:: Goal of the exercise ::
Your job is to return each record exactly, minus any pictures.

----

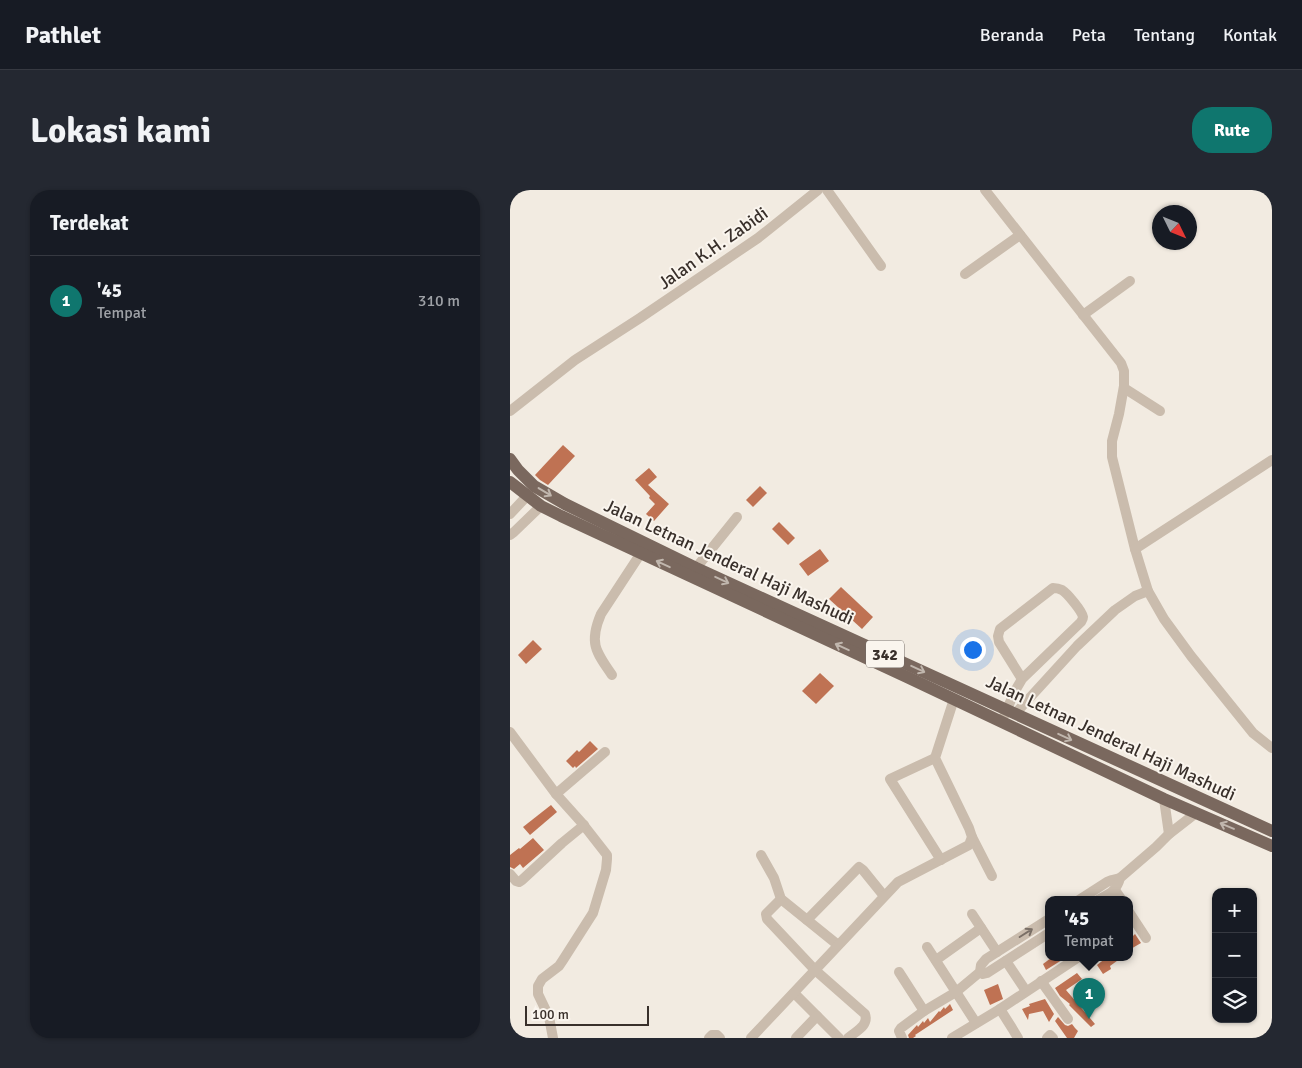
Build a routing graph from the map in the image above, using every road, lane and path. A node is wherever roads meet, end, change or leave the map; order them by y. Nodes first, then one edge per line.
1 (818, 190) edge
2 (827, 190) edge
3 (985, 190) edge
4 (1020, 235) junction
5 (881, 266) dead end
6 (965, 274) dead end
7 (1130, 281) dead end
8 (1083, 315) junction
9 (1124, 388) junction
10 (1160, 410) dead end
11 (510, 411) edge
12 (510, 459) edge
13 (1272, 460) edge
14 (510, 482) edge
15 (527, 496) junction
16 (565, 504) junction
17 (541, 506) junction
18 (510, 514) edge
19 (561, 516) junction
20 (737, 517) dead end
21 (510, 535) edge
22 (1135, 549) junction
23 (641, 553) junction
24 (696, 568) junction
25 (1148, 591) junction
26 (612, 675) dead end
27 (1022, 679) junction
28 (954, 699) junction
29 (1008, 715) junction
30 (510, 732) edge
31 (1272, 748) edge
32 (605, 752) dead end
33 (935, 758) junction
34 (556, 794) junction
35 (1164, 800) junction
36 (1196, 813) junction
37 (584, 825) junction
38 (1272, 831) edge
39 (1168, 834) junction
40 (972, 837) junction
41 (1272, 846) edge
42 (761, 855) dead end
43 (941, 860) junction
44 (510, 874) edge
45 (992, 876) dead end
46 (1120, 878) junction
47 (1115, 890) junction
48 (884, 896) junction
49 (1085, 896) edge
50 (1105, 896) edge
51 (1119, 896) edge
52 (781, 899) junction
53 (972, 914) dead end
54 (808, 920) junction
55 (1045, 922) edge
56 (1133, 922) edge
57 (981, 928) junction
58 (1045, 936) edge
59 (1146, 938) dead end
60 (838, 945) junction
61 (928, 947) dead end
62 (997, 952) junction
63 (936, 960) junction
64 (1006, 961) junction
65 (1071, 961) edge
66 (815, 970) junction
67 (899, 972) dead end
68 (980, 972) junction
69 (1041, 981) junction
70 (956, 992) junction
71 (1026, 992) junction
72 (794, 993) junction
73 (1000, 1009) junction
74 (924, 1011) junction
75 (818, 1016) junction
76 (1068, 1019) dead end
77 (976, 1023) junction
78 (553, 1038) edge
79 (709, 1038) edge
80 (720, 1038) edge
81 (751, 1038) edge
82 (796, 1038) edge
83 (839, 1038) edge
84 (848, 1038) edge
85 (902, 1038) edge
86 (952, 1038) edge
87 (1018, 1038) edge
88 (1048, 1038) edge
89 (1052, 1038) edge

1 - 11 street, Jalan K.H. Zabidi
2 - 5 street
3 - 4 street
4 - 6 street
4 - 8 street
7 - 8 street
8 - 9 street
9 - 10 street
9 - 22 street
12 -> 16 main road, Jalan Letnan Jenderal Haji Mashudi / 342
13 - 22 street
14 - 15 main road, Jalan Letnan Jenderal Haji Mashudi / 342
15 - 17 main road, Jalan Letnan Jenderal Haji Mashudi / 342
15 - 18 street
16 - 19 main road
16 - 24 main road, Jalan Letnan Jenderal Haji Mashudi / 342
17 - 19 main road, Jalan Letnan Jenderal Haji Mashudi / 342
17 - 21 street
19 - 23 main road, Jalan Letnan Jenderal Haji Mashudi / 342
20 - 24 street
22 - 25 street
23 - 26 street
28 -> 23 main road, Jalan Letnan Jenderal Haji Mashudi / 342
24 -> 29 main road, Jalan Letnan Jenderal Haji Mashudi / 342
25 - 29 street
25 - 31 street
27 - 27 street
27 - 29 street
28 - 29 main road, Jalan Letnan Jenderal Haji Mashudi / 342
28 - 33 street
29 - 35 main road, Jalan Letnan Jenderal Haji Mashudi / 342
29 -> 38 main road, Jalan Letnan Jenderal Haji Mashudi / 342
30 - 34 street
32 - 34 street
33 - 40 street
33 - 43 street
34 - 37 street
35 - 36 main road, Jalan Letnan Jenderal Haji Mashudi / 342
35 - 39 street
36 - 39 street
41 -> 36 main road, Jalan Letnan Jenderal Haji Mashudi / 342
37 - 44 street
37 - 78 street
39 - 46 street
40 - 43 street
40 - 45 street
42 - 52 street
43 - 48 street
46 - 47 street
46 - 49 street
47 - 50 street
47 - 51 street
48 - 54 street
48 - 60 street
52 - 54 street
52 - 66 street
53 - 57 street
54 - 60 street
62 -> 55 street
56 - 59 street
57 - 62 street
57 - 63 street
58 - 64 street
60 - 66 street
61 - 63 street
62 - 68 street
63 - 70 street
64 - 68 street
64 - 71 street
65 - 69 street
66 - 72 street
66 - 84 street
67 - 74 street
68 - 70 street
69 - 71 street
69 - 76 street
70 - 74 street
70 - 77 street
71 - 73 street
72 - 75 street
72 - 81 street
73 - 77 street
73 - 87 street
74 - 85 street
75 - 82 street
75 - 83 street
77 - 86 street
79 - 80 street
88 - 89 street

----

:: Solution below ::
Build a routing graph from the map in the image above, using every road, lane and path. A node is wherever roads meet, end, change or leave the map; order them by y. Nodes first, then one edge per line.
1 (818, 190) edge
2 (827, 190) edge
3 (985, 190) edge
4 (1020, 235) junction
5 (881, 266) dead end
6 (965, 274) dead end
7 (1130, 281) dead end
8 (1083, 315) junction
9 (1124, 388) junction
10 (1160, 410) dead end
11 (510, 411) edge
12 (510, 459) edge
13 (1272, 460) edge
14 (510, 482) edge
15 (527, 496) junction
16 (565, 504) junction
17 (541, 506) junction
18 (510, 514) edge
19 (561, 516) junction
20 (737, 517) dead end
21 (510, 535) edge
22 (1135, 549) junction
23 (641, 553) junction
24 (696, 568) junction
25 (1148, 591) junction
26 (612, 675) dead end
27 (1022, 679) junction
28 (954, 699) junction
29 (1008, 715) junction
30 (510, 732) edge
31 (1272, 748) edge
32 (605, 752) dead end
33 (935, 758) junction
34 (556, 794) junction
35 (1164, 800) junction
36 (1196, 813) junction
37 (584, 825) junction
38 (1272, 831) edge
39 (1168, 834) junction
40 (972, 837) junction
41 (1272, 846) edge
42 (761, 855) dead end
43 (941, 860) junction
44 (510, 874) edge
45 (992, 876) dead end
46 (1120, 878) junction
47 (1115, 890) junction
48 (884, 896) junction
49 (1085, 896) edge
50 (1105, 896) edge
51 (1119, 896) edge
52 (781, 899) junction
53 (972, 914) dead end
54 (808, 920) junction
55 (1045, 922) edge
56 (1133, 922) edge
57 (981, 928) junction
58 (1045, 936) edge
59 (1146, 938) dead end
60 (838, 945) junction
61 (928, 947) dead end
62 (997, 952) junction
63 (936, 960) junction
64 (1006, 961) junction
65 (1071, 961) edge
66 (815, 970) junction
67 (899, 972) dead end
68 (980, 972) junction
69 (1041, 981) junction
70 (956, 992) junction
71 (1026, 992) junction
72 (794, 993) junction
73 (1000, 1009) junction
74 (924, 1011) junction
75 (818, 1016) junction
76 (1068, 1019) dead end
77 (976, 1023) junction
78 (553, 1038) edge
79 (709, 1038) edge
80 (720, 1038) edge
81 (751, 1038) edge
82 (796, 1038) edge
83 (839, 1038) edge
84 (848, 1038) edge
85 (902, 1038) edge
86 (952, 1038) edge
87 (1018, 1038) edge
88 (1048, 1038) edge
89 (1052, 1038) edge

1 - 11 street, Jalan K.H. Zabidi
2 - 5 street
3 - 4 street
4 - 6 street
4 - 8 street
7 - 8 street
8 - 9 street
9 - 10 street
9 - 22 street
12 -> 16 main road, Jalan Letnan Jenderal Haji Mashudi / 342
13 - 22 street
14 - 15 main road, Jalan Letnan Jenderal Haji Mashudi / 342
15 - 17 main road, Jalan Letnan Jenderal Haji Mashudi / 342
15 - 18 street
16 - 19 main road
16 - 24 main road, Jalan Letnan Jenderal Haji Mashudi / 342
17 - 19 main road, Jalan Letnan Jenderal Haji Mashudi / 342
17 - 21 street
19 - 23 main road, Jalan Letnan Jenderal Haji Mashudi / 342
20 - 24 street
22 - 25 street
23 - 26 street
28 -> 23 main road, Jalan Letnan Jenderal Haji Mashudi / 342
24 -> 29 main road, Jalan Letnan Jenderal Haji Mashudi / 342
25 - 29 street
25 - 31 street
27 - 27 street
27 - 29 street
28 - 29 main road, Jalan Letnan Jenderal Haji Mashudi / 342
28 - 33 street
29 - 35 main road, Jalan Letnan Jenderal Haji Mashudi / 342
29 -> 38 main road, Jalan Letnan Jenderal Haji Mashudi / 342
30 - 34 street
32 - 34 street
33 - 40 street
33 - 43 street
34 - 37 street
35 - 36 main road, Jalan Letnan Jenderal Haji Mashudi / 342
35 - 39 street
36 - 39 street
41 -> 36 main road, Jalan Letnan Jenderal Haji Mashudi / 342
37 - 44 street
37 - 78 street
39 - 46 street
40 - 43 street
40 - 45 street
42 - 52 street
43 - 48 street
46 - 47 street
46 - 49 street
47 - 50 street
47 - 51 street
48 - 54 street
48 - 60 street
52 - 54 street
52 - 66 street
53 - 57 street
54 - 60 street
62 -> 55 street
56 - 59 street
57 - 62 street
57 - 63 street
58 - 64 street
60 - 66 street
61 - 63 street
62 - 68 street
63 - 70 street
64 - 68 street
64 - 71 street
65 - 69 street
66 - 72 street
66 - 84 street
67 - 74 street
68 - 70 street
69 - 71 street
69 - 76 street
70 - 74 street
70 - 77 street
71 - 73 street
72 - 75 street
72 - 81 street
73 - 77 street
73 - 87 street
74 - 85 street
75 - 82 street
75 - 83 street
77 - 86 street
79 - 80 street
88 - 89 street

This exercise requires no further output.